▶ _THE DATA_

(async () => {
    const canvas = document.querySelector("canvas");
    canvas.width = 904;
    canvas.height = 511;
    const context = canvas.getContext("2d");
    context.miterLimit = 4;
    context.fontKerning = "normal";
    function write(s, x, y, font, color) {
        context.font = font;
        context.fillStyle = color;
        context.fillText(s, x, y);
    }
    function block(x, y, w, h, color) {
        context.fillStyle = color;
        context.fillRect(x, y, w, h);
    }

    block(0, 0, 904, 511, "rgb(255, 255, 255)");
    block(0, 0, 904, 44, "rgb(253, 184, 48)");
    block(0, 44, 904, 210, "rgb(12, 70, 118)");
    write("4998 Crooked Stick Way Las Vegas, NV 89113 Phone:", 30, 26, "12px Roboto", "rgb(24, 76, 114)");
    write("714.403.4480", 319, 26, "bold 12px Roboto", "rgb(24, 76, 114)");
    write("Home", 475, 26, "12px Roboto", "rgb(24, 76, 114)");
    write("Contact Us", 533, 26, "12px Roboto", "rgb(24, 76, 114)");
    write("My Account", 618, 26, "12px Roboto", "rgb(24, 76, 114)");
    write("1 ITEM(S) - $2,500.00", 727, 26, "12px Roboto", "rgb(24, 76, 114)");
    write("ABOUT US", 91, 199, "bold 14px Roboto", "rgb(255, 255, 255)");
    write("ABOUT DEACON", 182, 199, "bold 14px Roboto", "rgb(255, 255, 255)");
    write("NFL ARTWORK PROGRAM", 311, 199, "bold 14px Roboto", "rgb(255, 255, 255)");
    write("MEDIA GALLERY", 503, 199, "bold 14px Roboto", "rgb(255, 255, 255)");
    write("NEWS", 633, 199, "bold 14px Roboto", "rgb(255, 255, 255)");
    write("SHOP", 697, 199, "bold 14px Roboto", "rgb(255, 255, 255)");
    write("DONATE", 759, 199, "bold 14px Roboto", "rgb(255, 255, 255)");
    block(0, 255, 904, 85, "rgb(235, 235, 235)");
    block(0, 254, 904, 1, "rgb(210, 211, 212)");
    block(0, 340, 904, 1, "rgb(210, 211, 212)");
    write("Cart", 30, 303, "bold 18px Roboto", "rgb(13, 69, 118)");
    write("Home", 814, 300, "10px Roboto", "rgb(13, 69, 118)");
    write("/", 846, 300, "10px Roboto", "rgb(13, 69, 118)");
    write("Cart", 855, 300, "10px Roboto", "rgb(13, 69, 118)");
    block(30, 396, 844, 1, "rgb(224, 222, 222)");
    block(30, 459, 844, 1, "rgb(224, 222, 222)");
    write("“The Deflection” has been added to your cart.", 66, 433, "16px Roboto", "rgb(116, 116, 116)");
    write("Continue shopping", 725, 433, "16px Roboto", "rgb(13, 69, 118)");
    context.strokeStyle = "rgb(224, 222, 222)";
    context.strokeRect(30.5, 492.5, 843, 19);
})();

▶ _TASK TO COMPLETE_
Retype, exactly as written, everything from the first line of the data above through the line containing "context.font = font;". Nothing else should appear.

▶ _WRITTEN REPLY_
(async () => {
    const canvas = document.querySelector("canvas");
    canvas.width = 904;
    canvas.height = 511;
    const context = canvas.getContext("2d");
    context.miterLimit = 4;
    context.fontKerning = "normal";
    function write(s, x, y, font, color) {
        context.font = font;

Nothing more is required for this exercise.